Epoch,Training Loss,Validation Loss,Rouge1,Rouge2,Rougel,Rougelsum
1,No log,3.668645,7.1205,1.691,7.0171,6.9591
2,No log,3.386395,14.6202,6.7335,13.9003,13.8646
3,6.821700,3.35786,15.3182,6.3923,14.2015,14.1578
4,6.821700,3.328821,15.8385,7.9066,15.2506,15.3713
5,3.887500,3.307375,14.7763,6.6983,14.5092,14.4131
6,3.887500,3.291033,17.3872,9.1905,16.8081,16.8042
7,3.887500,3.281902,17.0531,8.69,16.4796,16.6126
8,3.629200,3.285086,17.3198,8.9727,16.8522,16.8705


TrainOutput(global_step=3872, training_loss=4.701760552146218, metrics={'train_runtime': 1234.0482, 'train_samples_per_second': 25.075, 'train_steps_per_second': 3.138, 'total_flos': 4861981464207360.0, 'train_loss': 4.701760552146218, 'epoch': 8.0})

In [46]:
trainer.evaluate()

{'eval_loss': 3.285085678100586,
 'eval_rouge1': 17.3198,
 'eval_rouge2': 8.9727,
 'eval_rougeL': 16.8522,
 'eval_rougeLsum': 16.8705,
 'eval_runtime': 4.8239,
 'eval_samples_per_second': 19.694,
 'eval_steps_per_second': 2.488,
 'epoch': 8.0}

# Train and evaluate model with Accelerate & custom loop

## DataLoaders and model

In [47]:
tokenized_datasets.set_format("torch")

In [48]:
model = AutoModelForSeq2SeqLM.from_pretrained(model_checkpoint)
batch_size = 8

In [49]:
train_dataloader = DataLoader(
    tokenized_datasets["train"].shuffle(seed=42).select(range(n_train_samp)),
    shuffle=True,
    collate_fn=data_collator,
    batch_size=batch_size
)
eval_dataloader = DataLoader(
    tokenized_datasets["validation"].shuffle(seed=42).select(range(n_eval_samp)),
    collate_fn=data_collator,
    batch_size=batch_size
)

## Other components

In [50]:
optimizer = AdamW(model.parameters(), lr=2e-5)
accelerator = Accelerator()
model, optimizer, train_dataloader, eval_dataloader = accelerator.prepare(
    model, optimizer, train_dataloader, eval_dataloader
)

In [51]:
num_train_epochs = 10
num_update_steps_per_epoch = len(train_dataloader)
num_training_steps = num_train_epochs * num_update_steps_per_epoch

In [52]:
lr_scheduler = get_scheduler(
    "linear",
    optimizer=optimizer,
    num_warmup_steps=0,
    num_training_steps=num_training_steps
)

In [53]:
def postprocess_text(preds, labels):
    preds = [pred.strip() for pred in preds]
    labels = [label.strip() for label in labels]

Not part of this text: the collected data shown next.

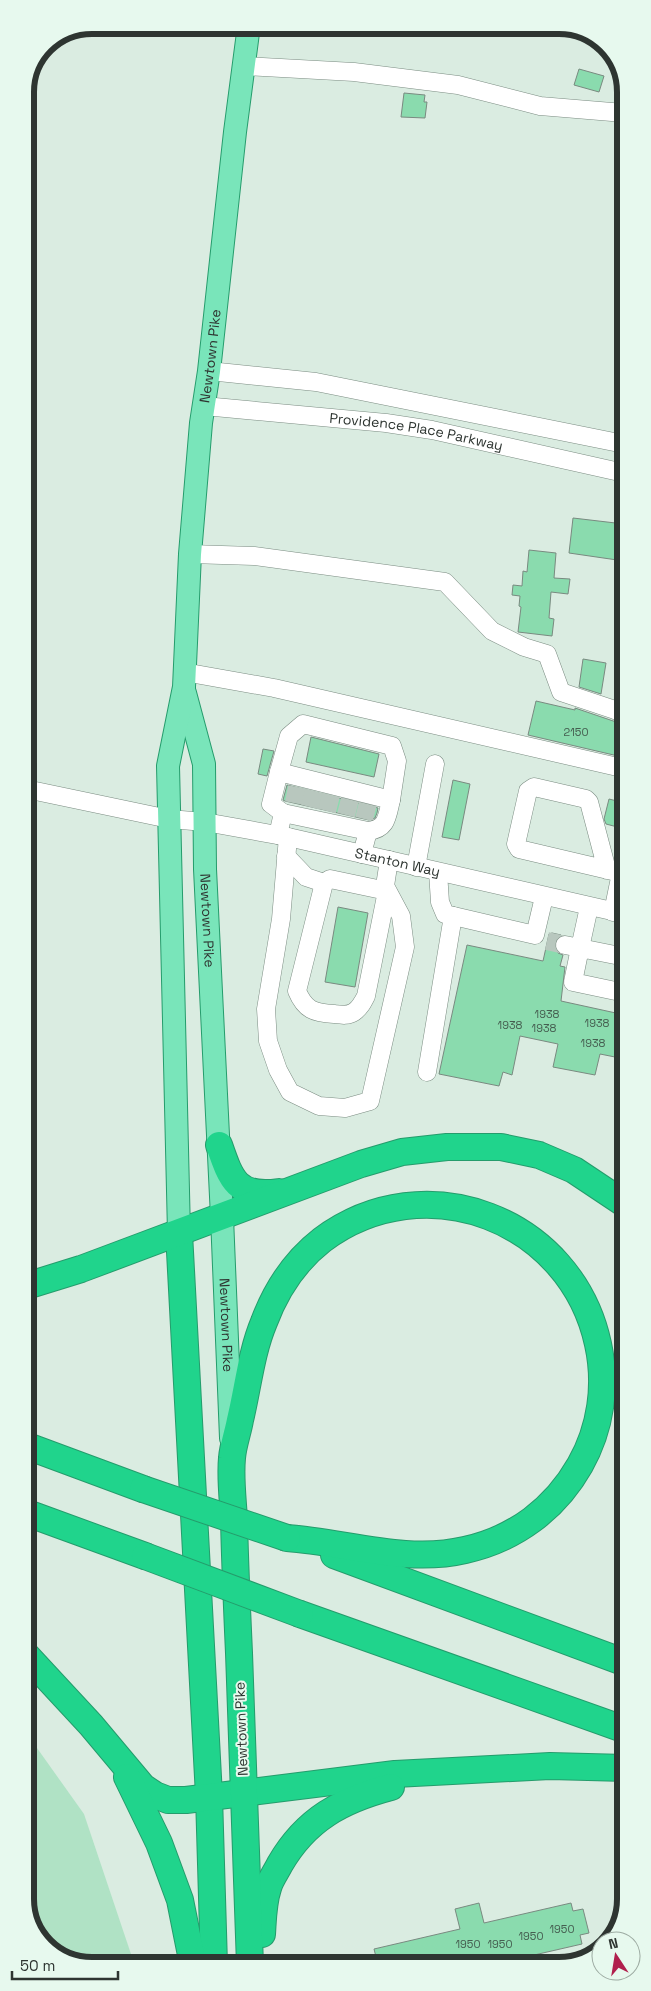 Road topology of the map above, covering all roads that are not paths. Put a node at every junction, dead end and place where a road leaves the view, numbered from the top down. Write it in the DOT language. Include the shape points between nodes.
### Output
graph roads {
  1 [pos="248,34"];
  2 [pos="243,66"];
  3 [pos="617,112"];
  4 [pos="209,371"];
  5 [pos="204,406"];
  6 [pos="617,443"];
  7 [pos="617,471"];
  8 [pos="190,554"];
  9 [pos="184,679"];
  10 [pos="617,712"];
  11 [pos="435,764"];
  12 [pos="617,767"];
  13 [pos="279,772"];
  14 [pos="34,792"];
  15 [pos="301,799"];
  16 [pos="391,800"];
  17 [pos="329,803"];
  18 [pos="348,808"];
  19 [pos="366,816"];
  20 [pos="169,819"];
  21 [pos="204,822"];
  22 [pos="283,836"];
  23 [pos="362,854"];
  24 [pos="286,856"];
  25 [pos="390,860"];
  26 [pos="617,866"];
  27 [pos="416,867"];
  28 [pos="617,871"];
  29 [pos="438,872"];
  30 [pos="324,883"];
  31 [pos="387,891"];
  32 [pos="544,896"];
  33 [pos="589,907"];
  34 [pos="617,913"];
  35 [pos="453,916"];
  36 [pos="573,946"];
  37 [pos="617,955"];
  38 [pos="617,991"];
  39 [pos="427,1072"];
  40 [pos="219,1145"];
  41 [pos="292,1190"];
  42 [pos="617,1199"];
  43 [pos="222,1217"];
  44 [pos="179,1233"];
  45 [pos="34,1284"];
  46 [pos="34,1449"];
  47 [pos="232,1456"];
  48 [pos="34,1516"];
  49 [pos="287,1538"];
  50 [pos="617,1660"];
  51 [pos="34,1664"];
  52 [pos="617,1727"];
  53 [pos="118,1759"];
  54 [pos="617,1768"];
  55 [pos="452,1772"];
  56 [pos="243,1793"];
  57 [pos="209,1796"];
  58 [pos="191,1957"];
  59 [pos="214,1957"];
  60 [pos="250,1957"];
  61 [pos="262,1957"];
  1 -- 2 [label="main road, Newtown Pike"];
  2 -- 3 [label="street" via="354,72 458,85 540,106"];
  2 -- 4 [label="main road, Newtown Pike"];
  4 -- 5 [label="main road, Newtown Pike"];
  4 -- 6 [label="street, Providence Place Parkway" via="316,382"];
  5 -- 7 [label="street, Providence Place Parkway" via="432,430"];
  5 -- 8 [label="main road, Newtown Pike"];
  8 -- 9 [label="main road, Newtown Pike"];
  8 -- 10 [label="street" via="254,556 445,582 492,631 547,654 561,692"];
  9 -- 12 [label="street" via="274,688"];
  9 -- 20 [label="main road, Newtown Pike" via="168,766"];
  9 -- 21 [label="main road, Newtown Pike" via="204,764"];
  11 -- 27 [label="street"];
  13 -- 15 [label="street"];
  13 -- 15 [label="street" via="271,804"];
  13 -- 16 [label="street" via="289,736 303,724 392,746 397,762"];
  14 -- 20 [label="street, Stanton Way"];
  15 -- 17 [label="street"];
  15 -- 17 [label="street"];
  15 -- 22 [label="street"];
  16 -- 19 [label="street"];
  16 -- 19 [label="street" via="385,822 378,830"];
  17 -- 18 [label="street"];
  17 -- 18 [label="street"];
  18 -- 19 [label="street"];
  18 -- 19 [label="street"];
  19 -- 23 [label="street"];
  20 -- 21 [label="street, Stanton Way"];
  20 -- 44 [label="main road, Newtown Pike"];
  21 -- 22 [label="street, Stanton Way"];
  21 -- 40 [label="main road, Newtown Pike"];
  22 -- 23 [label="street, Stanton Way"];
  22 -- 24 [label="street"];
  23 -- 25 [label="street, Stanton Way"];
  24 -- 30 [label="street" via="306,877"];
  24 -- 31 [label="street" via="281,919 266,1009 268,1040 290,1092 319,1106 345,1108 370,1101 405,947 401,916"];
  25 -- 27 [label="street, Stanton Way"];
  25 -- 31 [label="street"];
  26 -- 28 [label="street" via="586,799 530,788 516,844 519,849"];
  27 -- 29 [label="street, Stanton Way"];
  29 -- 32 [label="street, Stanton Way"];
  29 -- 35 [label="street" via="440,902 445,914"];
  30 -- 31 [label="street" via="330,879"];
  30 -- 31 [label="street" via="297,991 300,1000 318,1013 352,1013 366,996"];
  32 -- 33 [label="street, Stanton Way"];
  32 -- 35 [label="street" via="541,938"];
  33 -- 34 [label="street, Stanton Way"];
  33 -- 36 [label="street"];
  35 -- 39 [label="street"];
  36 -- 37 [label="street"];
  36 -- 38 [label="street" via="573,982"];
  40 -- 41 [label="highway" via="231,1176 246,1190 266,1194"];
  40 -- 43 [label="main road, Newtown Pike"];
  41 -- 42 [label="highway" via="402,1152 447,1147 501,1147 539,1155 574,1170"];
  41 -- 43 [label="highway"];
  43 -- 44 [label="highway"];
  43 -- 47 [label="main road, Newtown Pike"];
  44 -- 45 [label="highway"];
  44 -- 57 [label="highway, Newtown Pike"];
  46 -- 49 [label="highway, bridge"];
  47 -- 49 [label="highway" via="251,1363 276,1294 297,1265 321,1241 349,1224 374,1213 400,1207 457,1207 524,1233 544,1248 573,1282 588,1310 597,1339 602,1366 602,1395 589,1449 558,1497 540,1515 518,1530 462,1551 390,1553"];
  47 -- 56 [label="highway, Newtown Pike"];
  48 -- 52 [label="highway, bridge"];
  49 -- 50 [label="highway"];
  51 -- 53 [label="highway"];
  53 -- 57 [label="highway" via="155,1796 168,1800"];
  53 -- 58 [label="highway" via="159,1843 180,1900"];
  54 -- 55 [label="highway" via="550,1766"];
  55 -- 56 [label="highway" via="395,1774"];
  55 -- 61 [label="highway" via="346,1801 309,1826 294,1842 268,1887 263,1916"];
  56 -- 57 [label="highway"];
  56 -- 60 [label="highway, Newtown Pike"];
  57 -- 59 [label="highway, Newtown Pike"];
}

    # ROUGE expect newline after each sentence
    preds = ["\n".join(nltk.sent_tokenize(pred)) for pred in preds]
    labels = ["\n".join(nltk.sent_tokenize(label)) for label in labels]

    return preds, labels

## Training loop

In [54]:
output_dir_accel = f"{output_dir}-accelerate"

In [55]:
progress_bar = tqdm(range(num_training_steps))

for epoch in range(num_train_epochs):
    # Train
    model.train()
    for step, batch in enumerate(train_dataloader):
        outputs = model(**batch)
        loss = outputs.loss
        accelerator.backward(loss)

        optimizer.step()
        lr_scheduler.step()
        optimizer.zero_grad()
        progress_bar.update(1)
    
    # Evaluate
    model.eval()
    for step, batch in enumerate(eval_dataloader):
        with torch.no_grad():
            generated_tokens = accelerator.unwrap_model(model).generate(
                batch["input_ids"],
                attention_mask=batch["attention_mask"],
            )

            generated_tokens = accelerator.pad_across_processes(
                generated_tokens, dim=1, pad_index=tokenizer.pad_token_id
            )
            labels = batch["labels"]

            labels = accelerator.pad_across_processes(
                batch["labels"], dim=1, pad_index=tokenizer.pad_token_id
            )

            generated_tokens = accelerator.gather(generated_tokens).cpu().numpy()
            labels = accelerator.gather(labels).cpu().numpy()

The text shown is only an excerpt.